L’affido condiviso alternato dei figli


Una scelta obbligata per i tribunali

 

avv. Francesco Valentini *


Le linee guida per la sezione famiglia elaborate dal Tribunale di Brindisi è una risposta concreta alle problematiche derivanti dalla scarsa applicazione della legge 54/2006 nei tribunali italiani.

Il legislatore, con la riforma dell’art. 155 del codice civile, aveva introdotto il principio delle pari opportunità genitoriali anche quando i genitori decidono di non convivere più. In questi dieci anni il divario tra legge, cioè la teoria, e la prassi giudiziale sull’affido condiviso provoca un pericoloso malessere nei confronti dei provvedimenti della giustizia italiana che disattende, nella maggior parte dei casi, le aspettative dei minori e dei loro genitori.

Le condanne europee all’Italia per le inadempienze su queste tematiche confermano, ancora una volta, l’arretratezza del nostro sistema giudiziario che parla di affido condiviso - non potendo fare diversamente - ma che di fatto ignora “il danno psicologico che i conflitti familiari inducono nella prole, del deterioramento economico che provocano allo stato e del danno sociale che consegue all’abnorme dilatarsi del contenzioso”.

Il tribunale di Brindisi, proprio per tutelare le aspettative disattese dai provvedimenti di numerosi magistrati e tribunali e per superare la lentezza dei processi si sente obbligato a fare la scelta della “fedele adesione ai principi della riforma del 2006 … non potendosi privare i cittadini della certezza dei diritti in merito ad aspetti così delicati come quelli che appartengono alle relazioni familiari” nel rispetto delle sollecitazioni che ci pervengono da organismi sovranazionali.

Le aspettative create dalla riforma del 2006 sono state largamente disattese dai provvedimenti dei magistrati e dei tribunali a cui la legge lascia una pericolosa discrezionalità.

I provvedimenti che, dopo la fine della convivenza da parte dei genitori, non contemplano una loro paritetica compresenza nella vita dei figli alimentano solo la conflittualità. Il genitore che si sente penalizzato o emarginato è portato a non rispettare il provvedimento e a ricorrere nuovamente al giudice se sostenuto dalle proprie risorse economiche. E non è detto, poi, che le sue giuste rivendicazioni vengano puntualmente accolte. L’altro genitore, non vedendo rispettati i provvedimenti del tribunale, ricorre anche lui nuovamente al giudice, provocando, così, un intasamento della giustizia.

L’incremento della conflittualità tra i genitori non permette loro di utilizzare “le forme alternative di risoluzione delle controversie, a dispetto del loro moltiplicarsi”, quali la mediazione familiare e tutte quelle procedure finalizzate al contenimento del conflitto familiare e/o ad una sua soluzione extragiudiziale.

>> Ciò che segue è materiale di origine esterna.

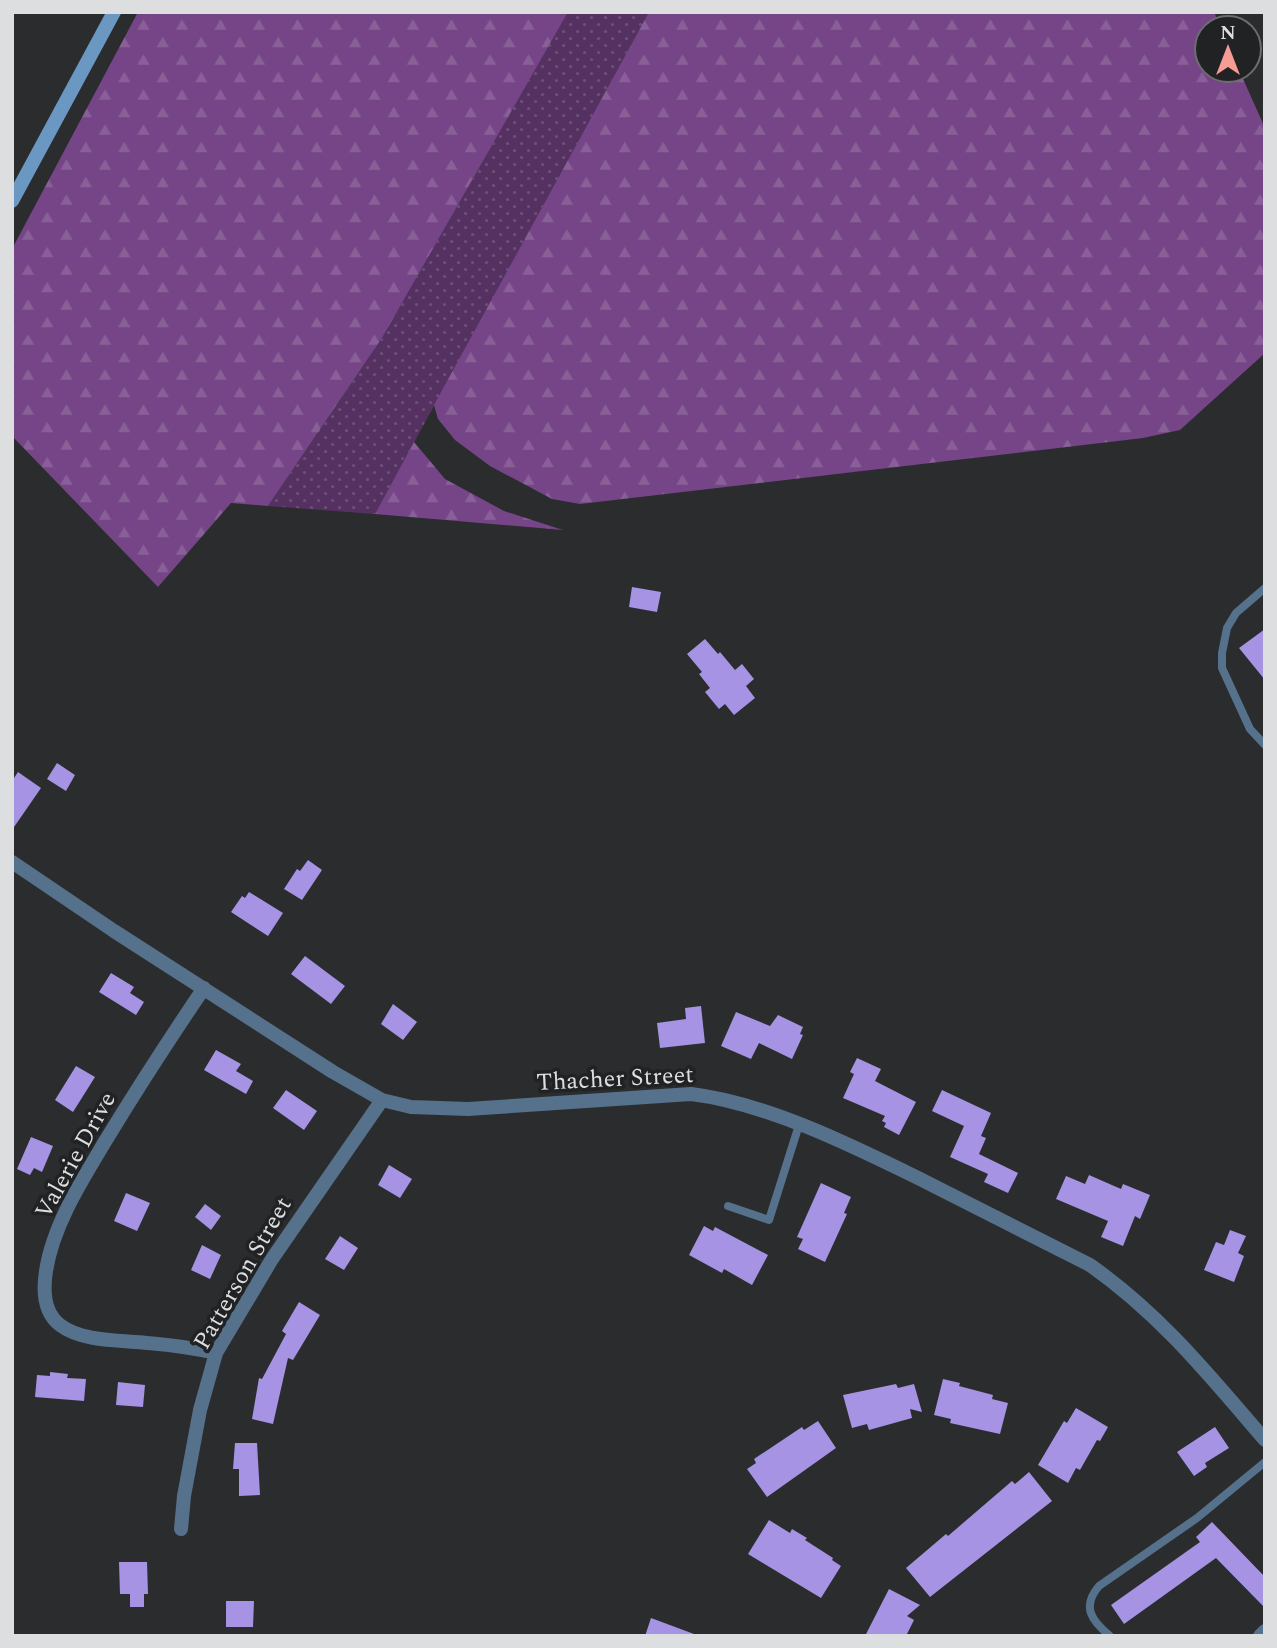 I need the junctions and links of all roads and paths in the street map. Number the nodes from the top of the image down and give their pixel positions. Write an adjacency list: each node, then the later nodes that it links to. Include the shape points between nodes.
1 (114, 12): 2 (main road)
2 (12, 201)
3 (1265, 587): 4 (lane, via 1236,612 1222,653 1222,668 1250,729)
4 (1265, 745)
5 (12, 862): 6 (street, Thacher Street)
6 (204, 988): 7 (street, Thacher Street); 10 (street, Valerie Drive, via 146,1074 64,1216 46,1270 45,1304 59,1324 71,1331)
7 (383, 1100): 8 (street, Thacher Street, via 411,1107 468,1109 691,1094 719,1097); 10 (street, Patterson Street, via 272,1259)
8 (799, 1125): 9 (lane, via 769,1220); 11 (street, Thacher Street, via 874,1157 1090,1265 1152,1312)
9 (728, 1206)
10 (216, 1353): 13 (street, Patterson Street, via 200,1410)
11 (1265, 1440)
12 (1265, 1462): 15 (lane, via 1197,1518 1099,1586 1091,1595 1091,1613)
13 (181, 1529)
14 (1265, 1631): 16 (street)
15 (1110, 1636)
16 (1260, 1636) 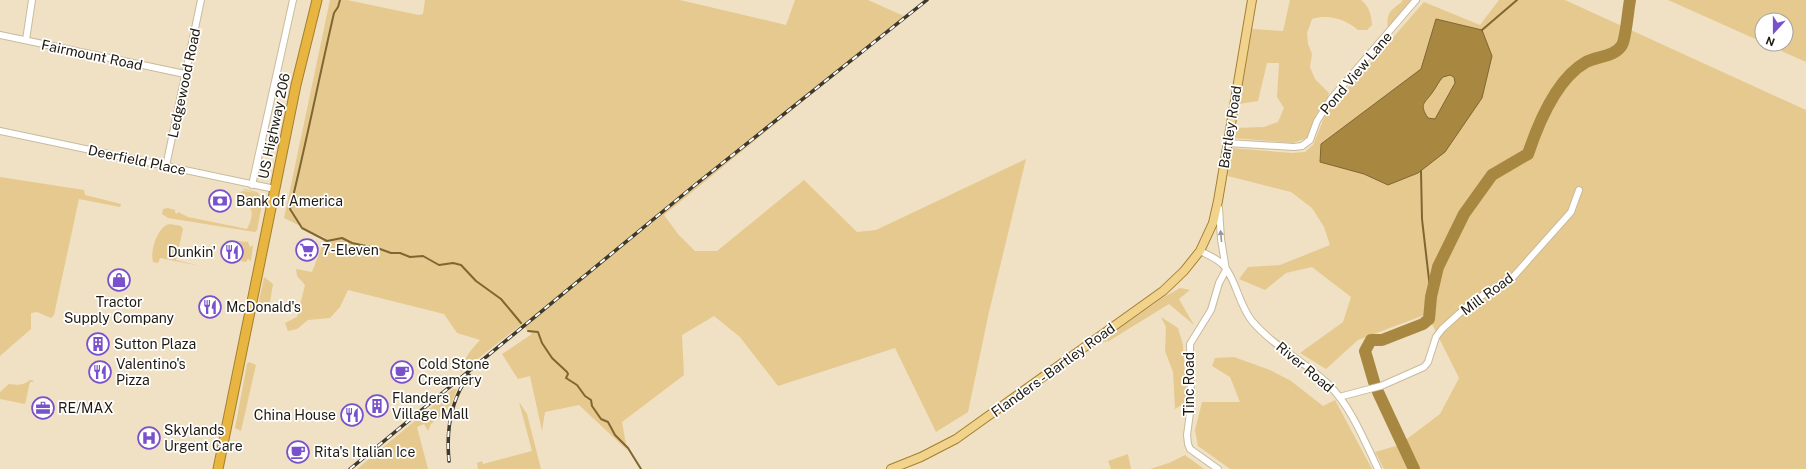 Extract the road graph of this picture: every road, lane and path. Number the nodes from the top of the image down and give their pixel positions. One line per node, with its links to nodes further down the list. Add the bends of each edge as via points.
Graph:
1 (32, 0): 8 (street)
2 (201, 0): 9 (street, Ledgewood Road)
3 (293, 0): 13 (street)
4 (317, 0): 14 (highway, US Highway 206)
5 (1252, 0): 11 (main road, Bartley Road)
6 (1416, 0): 11 (street, Pond View Lane, via 1331,99 1317,121 1310,140 1302,146 1294,147)
7 (0, 35): 8 (street, Fairmount Road)
8 (26, 40): 9 (street, Fairmount Road)
9 (185, 74): 12 (street, Ledgewood Road)
10 (0, 131): 12 (street, Deerfield Place)
11 (1227, 143): 16 (main road, Bartley Road)
12 (166, 166): 13 (street, Deerfield Place)
13 (252, 185): 14 (street, Deerfield Place)
14 (275, 189): 20 (highway, US Highway 206)
15 (1579, 190): 19 (street, Mill Road, via 1571,212 1513,277 1473,300 1442,329 1424,367 1381,386)
16 (1218, 201): 17 (main road, Bartley Road, via 1213,222); 18 (street, River Road, one-way to 16)
17 (1200, 251): 18 (street, River Road, via 1217,260); 21 (main road, Flanders - Bartley Road, via 1164,291 999,409 943,446 921,458)
18 (1226, 270): 19 (street, River Road, via 1252,320 1276,343 1321,378); 22 (street, Tinc Road, via 1219,283 1212,310 1192,338 1189,349 1191,394 1188,444)
19 (1339, 397): 23 (street, River Road)
20 (218, 469)
21 (891, 469)
22 (1218, 469)
23 (1378, 469) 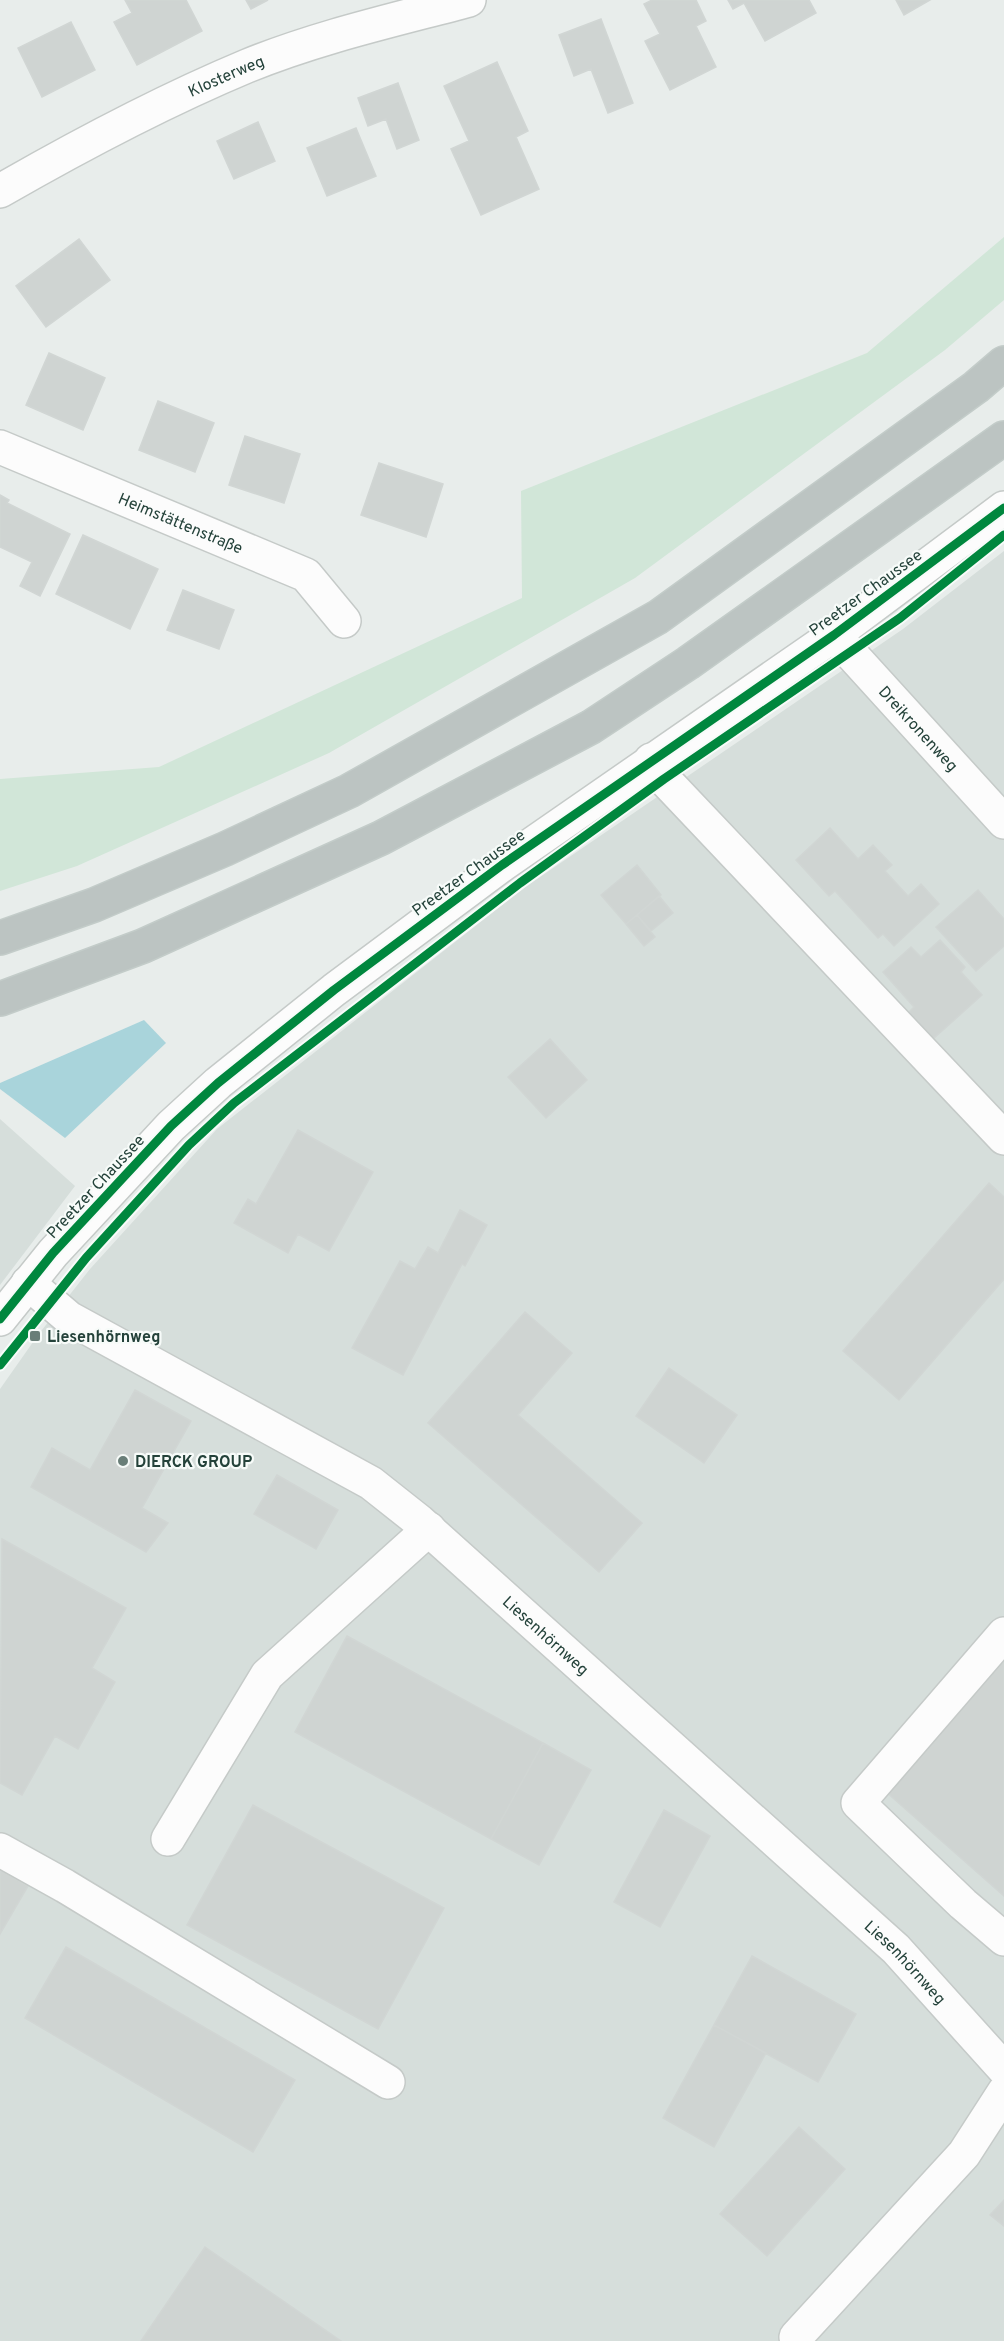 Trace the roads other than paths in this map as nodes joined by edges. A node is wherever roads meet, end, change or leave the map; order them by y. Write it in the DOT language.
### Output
graph roads {
  1 [pos="469,0"];
  2 [pos="0,191"];
  3 [pos="1004,363"];
  4 [pos="1004,438"];
  5 [pos="0,447"];
  6 [pos="1004,508"];
  7 [pos="344,621"];
  8 [pos="834,635"];
  9 [pos="651,760"];
  10 [pos="1004,822"];
  11 [pos="0,938"];
  12 [pos="0,999"];
  13 [pos="1004,1138"];
  14 [pos="28,1283"];
  15 [pos="0,1319"];
  16 [pos="429,1529"];
  17 [pos="1004,1634"];
  18 [pos="168,1839"];
  19 [pos="0,1850"];
  20 [pos="1004,1939"];
  21 [pos="1004,2069"];
  22 [pos="388,2082"];
  23 [pos="1004,2092"];
  24 [pos="797,2339"];
  1 -- 2 [label="street, Klosterweg"];
  3 -- 11 [label="highway"];
  4 -- 12 [label="highway"];
  5 -- 7 [label="street, Heimstättenstraße"];
  6 -- 8 [label="street, Preetzer Chaussee"];
  8 -- 9 [label="street, Preetzer Chaussee"];
  8 -- 10 [label="street, Dreikronenweg"];
  9 -- 13 [label="street"];
  9 -- 14 [label="street, Preetzer Chaussee"];
  14 -- 15 [label="street, Preetzer Chaussee"];
  14 -- 16 [label="street, Liesenhörnweg"];
  16 -- 18 [label="street"];
  16 -- 21 [label="street, Liesenhörnweg"];
  17 -- 20 [label="street"];
  19 -- 22 [label="street"];
  23 -- 24 [label="street"];
}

La giurisprudenza, i numerosi studi scientifici internazionali, il Consiglio d’Europa con la risoluzione 2079/2015 – è scritto nel documento del tribunale di Brindisi - ribadiscono la necessità – potremmo dire anche l’urgenza – di “assicurare l’effettiva uguaglianza tra genitori nei confronti dei propri figli” poiché si riconosce “la bontà e superiorità del modello realmente (e non solo nominalmente) bigenitoriale ai fini della tutela del superiore interesse del minore”.

Con queste linee guida, se accolte come base operativa da tutti, verrebbero superate le vigenti “prassi distorte” che creano disparità tra i genitori, cioè tra quello più forte che è sempre il collocatario/affidatario e l’altro a cui viene riservata una genitorialità secondaria e prevalentemente di natura economica.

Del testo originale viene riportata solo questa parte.